From trumpets to sound of silence as Mets' season ends at Citi Field
Turns out the Mets only ended up cheating themselves.
For all the success of a 101-win regular season and the fleeting glory of their first playoff appearance in six years, they were so out of answers by Game 3 of the NL Wild Card Series that they hijacked the umpiring crew to rattle Padres starter Joe Musgrove by accusing him of doctoring the baseball.
But what happened in Sunday’s season-killing 6-0 loss to the Padres — and really, the Atlanta sweep leading up to the Mets’ ultimate downfall at a funereal Citi Field — seemed to have less to do with the opposition and was more the fault of a blue-and-orange system malfunction.
A week after losing their grip on the NL East crown, the Mets got bounced from the October tournament by the 89-win Padres, with the deciding blow delivered in front of a somewhat bewildered crowd of 39,241 — well short of a sellout at Citi Field.
The energy for an elimination game felt lower than anticipated at Chris Bassitt’s first pitch, and after the Padres built a 2-0 lead in the second inning that they never surrendered, the fans’ reaction was a smattering of boos, some desperate cheers and, by the end, seeming indifference.
When Starling Marte meekly grounded to third for the final out, those still in the half-full ballpark headed quietly for the exit ramps. Not a boo to be heard. Or even a farewell round of applause, maybe as a thank-you for those 101 wins and a playoff berth. Frankly, who could blame them?
“You sacrifice everything in your life to be able to go out there,” Max Scherzer said late Sunday night as the Mets packed up around him. “You push through every injury. All the training you do for these moments. You get to the postseason, and it doesn’t work out, it’s the worst day of the year.”
Second-year owner Steve Cohen, a mega-billionaire Mets fan, invested $290 million in the 2022 roster, the highest payroll in the sport. And for most of the previous six months, it seemed as if the hedge-fund titan had built himself a World Series contender with the absolute right manager at the helm in Buck Showalter.
But in the six most important games of the year, the Mets went 1-5, capped by the two shocking losses to the Padres by an aggregate score of 13-1. On Sunday, Bassitt lasted only four innings before leaving the Mets in a 3-0 hole, and the Mets mustered only a single by Pete Alonso and a walk by Starling Marte. With the season on the line, that was the entirety of their offense.
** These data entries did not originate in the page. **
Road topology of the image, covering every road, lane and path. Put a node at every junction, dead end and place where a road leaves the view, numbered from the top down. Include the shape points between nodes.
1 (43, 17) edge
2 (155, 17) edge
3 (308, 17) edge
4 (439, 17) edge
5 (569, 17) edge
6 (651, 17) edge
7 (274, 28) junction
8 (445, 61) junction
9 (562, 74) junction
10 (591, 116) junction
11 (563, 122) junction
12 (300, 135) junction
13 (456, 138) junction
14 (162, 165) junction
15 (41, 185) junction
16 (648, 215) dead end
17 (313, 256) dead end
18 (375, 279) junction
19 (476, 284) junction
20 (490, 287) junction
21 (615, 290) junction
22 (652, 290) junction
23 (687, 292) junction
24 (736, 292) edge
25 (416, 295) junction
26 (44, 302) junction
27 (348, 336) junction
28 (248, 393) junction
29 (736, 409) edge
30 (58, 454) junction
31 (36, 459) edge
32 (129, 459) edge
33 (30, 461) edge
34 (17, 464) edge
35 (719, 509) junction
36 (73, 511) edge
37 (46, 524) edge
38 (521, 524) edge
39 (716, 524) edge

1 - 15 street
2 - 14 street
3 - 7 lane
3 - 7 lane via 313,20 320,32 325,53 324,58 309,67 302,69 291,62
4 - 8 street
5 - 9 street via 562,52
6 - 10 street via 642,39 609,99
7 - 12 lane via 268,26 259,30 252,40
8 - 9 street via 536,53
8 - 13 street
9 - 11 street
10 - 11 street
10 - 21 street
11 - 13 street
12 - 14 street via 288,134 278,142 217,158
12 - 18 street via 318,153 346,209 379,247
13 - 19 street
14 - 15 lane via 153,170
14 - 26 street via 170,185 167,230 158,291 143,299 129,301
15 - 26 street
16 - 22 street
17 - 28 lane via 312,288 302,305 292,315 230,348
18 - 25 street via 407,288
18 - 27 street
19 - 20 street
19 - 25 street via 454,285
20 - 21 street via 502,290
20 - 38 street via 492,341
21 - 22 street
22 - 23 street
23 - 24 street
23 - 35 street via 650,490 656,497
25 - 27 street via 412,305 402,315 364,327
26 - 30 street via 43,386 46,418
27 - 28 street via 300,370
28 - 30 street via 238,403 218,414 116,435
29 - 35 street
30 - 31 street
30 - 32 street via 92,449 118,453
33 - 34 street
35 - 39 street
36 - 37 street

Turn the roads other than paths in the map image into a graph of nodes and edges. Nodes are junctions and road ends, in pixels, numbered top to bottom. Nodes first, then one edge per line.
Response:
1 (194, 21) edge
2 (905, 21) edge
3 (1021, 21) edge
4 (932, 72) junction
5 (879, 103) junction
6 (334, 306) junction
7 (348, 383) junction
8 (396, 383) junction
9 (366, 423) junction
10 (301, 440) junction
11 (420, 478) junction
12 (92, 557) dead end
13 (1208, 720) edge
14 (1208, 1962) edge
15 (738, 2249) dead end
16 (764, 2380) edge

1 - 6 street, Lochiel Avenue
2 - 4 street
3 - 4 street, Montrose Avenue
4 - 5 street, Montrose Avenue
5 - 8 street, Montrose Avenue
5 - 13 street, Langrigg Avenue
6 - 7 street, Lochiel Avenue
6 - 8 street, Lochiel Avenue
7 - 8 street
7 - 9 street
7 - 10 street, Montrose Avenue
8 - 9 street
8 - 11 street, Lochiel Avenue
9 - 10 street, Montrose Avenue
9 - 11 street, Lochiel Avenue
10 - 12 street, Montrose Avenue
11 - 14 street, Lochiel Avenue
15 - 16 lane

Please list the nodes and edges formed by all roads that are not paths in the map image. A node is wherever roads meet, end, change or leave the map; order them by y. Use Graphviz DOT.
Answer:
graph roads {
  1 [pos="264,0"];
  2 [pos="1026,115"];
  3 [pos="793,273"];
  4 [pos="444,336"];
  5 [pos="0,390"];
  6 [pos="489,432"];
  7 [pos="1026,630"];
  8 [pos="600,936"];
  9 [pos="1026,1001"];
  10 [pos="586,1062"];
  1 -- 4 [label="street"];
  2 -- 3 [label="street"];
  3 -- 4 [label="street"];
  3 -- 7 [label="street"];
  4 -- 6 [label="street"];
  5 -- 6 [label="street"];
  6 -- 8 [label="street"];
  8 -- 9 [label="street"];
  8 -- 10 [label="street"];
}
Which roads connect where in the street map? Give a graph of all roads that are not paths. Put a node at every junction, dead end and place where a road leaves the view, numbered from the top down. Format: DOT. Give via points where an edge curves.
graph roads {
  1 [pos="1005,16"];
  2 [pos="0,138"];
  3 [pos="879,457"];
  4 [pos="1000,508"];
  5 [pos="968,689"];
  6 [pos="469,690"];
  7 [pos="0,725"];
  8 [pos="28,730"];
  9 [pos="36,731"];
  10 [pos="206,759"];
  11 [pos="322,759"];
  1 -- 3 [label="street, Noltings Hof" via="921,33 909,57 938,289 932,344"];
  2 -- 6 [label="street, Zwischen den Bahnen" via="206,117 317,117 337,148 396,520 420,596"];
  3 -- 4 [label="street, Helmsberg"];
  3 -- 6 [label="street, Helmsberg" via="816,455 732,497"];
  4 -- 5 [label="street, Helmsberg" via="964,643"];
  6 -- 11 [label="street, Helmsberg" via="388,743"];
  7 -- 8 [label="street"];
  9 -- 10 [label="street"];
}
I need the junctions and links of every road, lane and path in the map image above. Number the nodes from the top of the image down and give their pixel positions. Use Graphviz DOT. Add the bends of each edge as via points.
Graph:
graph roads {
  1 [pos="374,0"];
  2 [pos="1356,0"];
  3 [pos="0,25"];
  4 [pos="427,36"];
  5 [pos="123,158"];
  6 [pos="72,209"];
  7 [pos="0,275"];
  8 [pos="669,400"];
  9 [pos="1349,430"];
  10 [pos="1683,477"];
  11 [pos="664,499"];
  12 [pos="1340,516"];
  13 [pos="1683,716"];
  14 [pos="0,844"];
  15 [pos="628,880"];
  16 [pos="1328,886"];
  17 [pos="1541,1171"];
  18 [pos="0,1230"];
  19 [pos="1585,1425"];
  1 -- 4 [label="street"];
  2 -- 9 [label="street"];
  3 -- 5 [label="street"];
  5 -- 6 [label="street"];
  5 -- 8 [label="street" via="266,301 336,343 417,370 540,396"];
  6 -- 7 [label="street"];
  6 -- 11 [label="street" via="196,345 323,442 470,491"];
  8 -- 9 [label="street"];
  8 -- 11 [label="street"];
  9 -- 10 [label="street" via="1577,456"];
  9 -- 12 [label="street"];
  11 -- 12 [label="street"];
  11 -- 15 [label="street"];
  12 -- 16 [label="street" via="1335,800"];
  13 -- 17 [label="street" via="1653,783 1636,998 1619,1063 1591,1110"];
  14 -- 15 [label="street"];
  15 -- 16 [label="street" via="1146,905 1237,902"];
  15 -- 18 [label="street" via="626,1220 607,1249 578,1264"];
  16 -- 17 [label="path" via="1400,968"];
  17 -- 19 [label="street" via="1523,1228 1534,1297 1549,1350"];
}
“We didn’t come through, you know?” Francisco Lindor said. “We didn’t finish the way we wanted. The expectation is always to win the World Series and we didn’t do that. We came up short.”
Lindor is factually correct. The puzzling part is why it happened. The Mets had to be better than this, right?
Showalter, a master tactician, had spent his first season in Flushing earning the trust of the clubhouse, and the group universally praised him. Talent-wise, the Mets had a deep rotation that featured a pair of co-aces with five Cy Young Awards between them in Scherzer and Jacob deGrom, supposedly primed and ready for a long October run.
But aside from two serviceable starts from deGrom, who allowed five runs in 12 innings, Scherzer and Bassitt were mostly a mess. Maybe that had some psychological impact on the lineup because the hitters couldn’t pick up the slack, except in Saturday’s breakout performance in Game 2, when Lindor and Alonso hit go-ahead home runs and batting champ Jeff McNeil’s two-run single broke things open in a 7-3 win.
We figured the Mets might have self-corrected that Saturday night, fixed themselves just in time to beat Musgrove in Sunday’s do-or-die Game 3. Instead, the bats disappeared again.
It’s possible that Musgrove truly was that brilliant. Some people on the Mets, however, evidently didn’t believe in his superpowers after studying his increased spin rate, which prompted Showalter to ask the umpires to check on Musgrove before the Mets batted in the sixth inning.
Crew chief Alfonso Marquez first checked Musgrove’s cap, which apparently was fine. Not satisfied, Marquez thoroughly rubbed both of Musgrove’s ears — no joke — and the umpire even ran his fingers along the right side of the pitcher’s thin beard. Still nothing. All Showalter succeeded in doing was infuriating Musgrove and his (former?) buddy, Padres manager Bob Melvin, who played for him on the 1990s Yankees.
“I feel kind of bad about it,” Showalter said. “However it makes me look, I’m going to do it every time and live with the consequences. I’m not here to not hurt somebody’s feelings. I’m going to do what’s best for our players and the New York Mets.”
The ploy didn’t work, like most everything else the Mets tried to do during this past week-plus. And those 101 wins don’t feel quite as significant anymore.